Segredo de pai e filha
O cacique confidenciou que certa vez Ivanete o fez, sem que a mãe dela soubesse, ajudá-la a sair escondida para jogar um torneio de futebol numa distância de 90 km. “A mãe dela não apoiava no início, por isso que a gente saia escondido. Ela só ganhava. Às vezes não tinha combustível na moto para gente voltar. Às vezes a gente chegava em casa fora de hora. Nada disso importava, ela só queria jogar, mostrar o talento e a diferença dentro do campo” contou.
Paulo César relatou ainda que o destaque da filha em campo fez com que o time do município a chamasse para fazer parte da equipe. “Era o time não indígena no campeonato municipal de futsal no qual ela foi artilheira com 16 gols”, lembrou.
De acordo com ele, a atleta foi apresentada pelo secretário do Esporte de Tocantínia, Adalton Pereira de Oliveira, para o, então, secretário executivo da Secretaria dos Esportes e Juventude, o vereador de Araguaína Fraudneis Fiomare. “Foi quando ela foi convidada para fazer parte da equipe 100 Limite de futebol feminino”, contou.
“Na equipe 100 Limite ela fez uma história linda de muitas conquistas nas competições. Ela foi eleita três vezes a melhor jogadora, foi lá que ela aprendeu muitas jogadas fundamentais do futebol com toda comissão técnica ajudando”, revelou orgulhoso.
Conquistar um sonho
O cacique contou como se sentiu quando Ivanete saiu de casa para ser jogadora de futebol. “O sentimento de, quando ela saiu de casa em busca de um sonho de criança, foi um sentimento de alegria e preocupação ao mesmo tempo. Mas eu já sabia que ela era uma menina forte, guerreira, humilde e sempre acreditou no projeto que Deus tinha para ela. Quem sofreu mais com a saída dela foi a mãe. Agora ela está tranquila, conformada e confiante”, disse.

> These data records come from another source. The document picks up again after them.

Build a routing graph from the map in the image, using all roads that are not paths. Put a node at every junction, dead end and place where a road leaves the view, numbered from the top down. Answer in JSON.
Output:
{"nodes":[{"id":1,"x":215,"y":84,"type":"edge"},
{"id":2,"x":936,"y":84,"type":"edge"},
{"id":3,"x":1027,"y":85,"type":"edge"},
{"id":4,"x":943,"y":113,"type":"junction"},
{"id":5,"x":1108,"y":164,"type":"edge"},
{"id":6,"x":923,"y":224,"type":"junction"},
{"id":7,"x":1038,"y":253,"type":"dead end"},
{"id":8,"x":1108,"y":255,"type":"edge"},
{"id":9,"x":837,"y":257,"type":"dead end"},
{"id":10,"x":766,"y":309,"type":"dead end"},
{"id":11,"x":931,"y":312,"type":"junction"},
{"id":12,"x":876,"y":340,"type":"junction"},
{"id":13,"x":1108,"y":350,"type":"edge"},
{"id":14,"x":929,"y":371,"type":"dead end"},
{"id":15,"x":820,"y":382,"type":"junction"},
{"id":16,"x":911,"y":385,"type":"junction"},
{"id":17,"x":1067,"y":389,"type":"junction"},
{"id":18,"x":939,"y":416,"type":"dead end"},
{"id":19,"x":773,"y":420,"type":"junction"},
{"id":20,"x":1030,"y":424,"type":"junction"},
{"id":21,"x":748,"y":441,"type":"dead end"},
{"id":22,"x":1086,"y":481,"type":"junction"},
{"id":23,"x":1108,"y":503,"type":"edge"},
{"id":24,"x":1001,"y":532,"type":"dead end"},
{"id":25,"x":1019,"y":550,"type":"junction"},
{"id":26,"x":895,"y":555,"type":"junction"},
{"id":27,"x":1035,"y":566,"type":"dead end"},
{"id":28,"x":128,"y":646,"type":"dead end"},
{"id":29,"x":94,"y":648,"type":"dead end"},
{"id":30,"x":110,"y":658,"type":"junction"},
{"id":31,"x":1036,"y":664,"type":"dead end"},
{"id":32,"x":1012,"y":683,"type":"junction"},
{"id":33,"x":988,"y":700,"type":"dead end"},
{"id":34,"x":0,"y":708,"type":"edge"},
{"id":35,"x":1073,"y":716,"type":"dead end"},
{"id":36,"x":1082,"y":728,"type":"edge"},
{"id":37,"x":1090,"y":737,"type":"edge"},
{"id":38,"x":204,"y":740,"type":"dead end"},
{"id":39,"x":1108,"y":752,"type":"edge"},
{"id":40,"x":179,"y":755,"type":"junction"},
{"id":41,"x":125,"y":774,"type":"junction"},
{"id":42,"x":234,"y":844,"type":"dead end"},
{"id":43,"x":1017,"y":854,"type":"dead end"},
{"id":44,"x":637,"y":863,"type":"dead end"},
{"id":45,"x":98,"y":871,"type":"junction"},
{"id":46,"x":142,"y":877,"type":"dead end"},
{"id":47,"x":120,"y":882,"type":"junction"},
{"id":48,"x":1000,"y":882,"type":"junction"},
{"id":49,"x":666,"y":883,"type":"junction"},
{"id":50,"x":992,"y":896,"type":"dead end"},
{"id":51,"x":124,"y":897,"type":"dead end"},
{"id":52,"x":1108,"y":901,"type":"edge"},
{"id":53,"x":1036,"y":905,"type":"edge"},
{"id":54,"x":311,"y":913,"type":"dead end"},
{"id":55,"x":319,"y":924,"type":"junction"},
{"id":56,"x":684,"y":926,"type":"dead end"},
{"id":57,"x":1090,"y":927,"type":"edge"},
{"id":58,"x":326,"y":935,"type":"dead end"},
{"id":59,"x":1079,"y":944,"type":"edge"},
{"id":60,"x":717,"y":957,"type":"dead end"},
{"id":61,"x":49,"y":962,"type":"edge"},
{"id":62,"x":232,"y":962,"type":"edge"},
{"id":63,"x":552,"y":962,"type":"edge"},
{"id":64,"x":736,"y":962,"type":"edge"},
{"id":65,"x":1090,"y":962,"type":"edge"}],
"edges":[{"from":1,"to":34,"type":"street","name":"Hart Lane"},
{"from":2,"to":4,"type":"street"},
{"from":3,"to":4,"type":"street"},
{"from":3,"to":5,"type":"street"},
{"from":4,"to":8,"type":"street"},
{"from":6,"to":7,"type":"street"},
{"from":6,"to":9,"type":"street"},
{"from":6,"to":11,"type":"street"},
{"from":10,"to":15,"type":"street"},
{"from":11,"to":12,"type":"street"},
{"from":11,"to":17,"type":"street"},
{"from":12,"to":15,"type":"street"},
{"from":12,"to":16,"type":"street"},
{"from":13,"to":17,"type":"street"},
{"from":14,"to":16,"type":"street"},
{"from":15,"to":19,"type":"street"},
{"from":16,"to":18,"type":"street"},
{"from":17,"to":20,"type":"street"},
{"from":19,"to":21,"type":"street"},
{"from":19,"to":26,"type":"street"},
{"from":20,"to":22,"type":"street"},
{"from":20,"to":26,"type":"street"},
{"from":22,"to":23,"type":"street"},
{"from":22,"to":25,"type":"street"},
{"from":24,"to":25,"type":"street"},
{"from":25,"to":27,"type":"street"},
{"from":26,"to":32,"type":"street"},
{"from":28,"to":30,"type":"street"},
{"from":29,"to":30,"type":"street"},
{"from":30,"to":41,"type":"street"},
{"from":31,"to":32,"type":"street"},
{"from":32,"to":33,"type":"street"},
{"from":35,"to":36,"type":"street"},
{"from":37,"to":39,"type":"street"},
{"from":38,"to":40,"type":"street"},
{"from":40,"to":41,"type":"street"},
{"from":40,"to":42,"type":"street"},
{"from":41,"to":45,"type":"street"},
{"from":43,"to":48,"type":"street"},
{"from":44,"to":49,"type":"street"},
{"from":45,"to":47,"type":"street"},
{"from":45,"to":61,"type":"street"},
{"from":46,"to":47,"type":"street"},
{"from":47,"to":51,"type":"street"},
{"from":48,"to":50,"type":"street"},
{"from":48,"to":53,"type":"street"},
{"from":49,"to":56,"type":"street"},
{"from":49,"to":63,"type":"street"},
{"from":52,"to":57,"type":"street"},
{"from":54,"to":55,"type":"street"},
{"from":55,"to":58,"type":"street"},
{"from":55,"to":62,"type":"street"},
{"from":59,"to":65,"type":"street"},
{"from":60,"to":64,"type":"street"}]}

Ele também contou do sentimento quando a atleta foi integrar a equipe do Ferroviária. “O meu sentimento quando ela foi chamada para compor a equipe de uma das melhores base de futebol feminino do Brasil, o Ferroviária, foi de uma felicidade inexplicável, não acreditei, achei que eu estava sonhando, eu me perguntava sozinho se era de verdade. Sabe o sentimento de um pai que sempre sonhou acordado? Chorei bastante de alegria, agradecendo a Deus por tudo que estava passando na nossa família, e nossa comunidade Xerente abraçou com todo amor essa conquista”, contou, afirmando: “não tenho dúvida de que ela vai honrar esse contrato, defender com dentes e unhas nas 4 linhas”, disse.
O cacique deixou um recado para a filha: “Que minha filha lembre sempre dos meus conselhos: respeitar o próximo, estender as mãos para outros, ser humilde, simplicidade, manter distância das pessoas que não somam na sua vida, ter fé, ter esperança e sempre ter Deus no seu coração. Trabalhar forte, focada e ter disciplina. Se dedicar dias após dias e o resultado virá, pois, mais cedo ou mais tarde, o sonho dela vai se realizar. Ela vai vestir o verde e amarelo, as cores do Brasil”, finalizou o pai orgulhoso.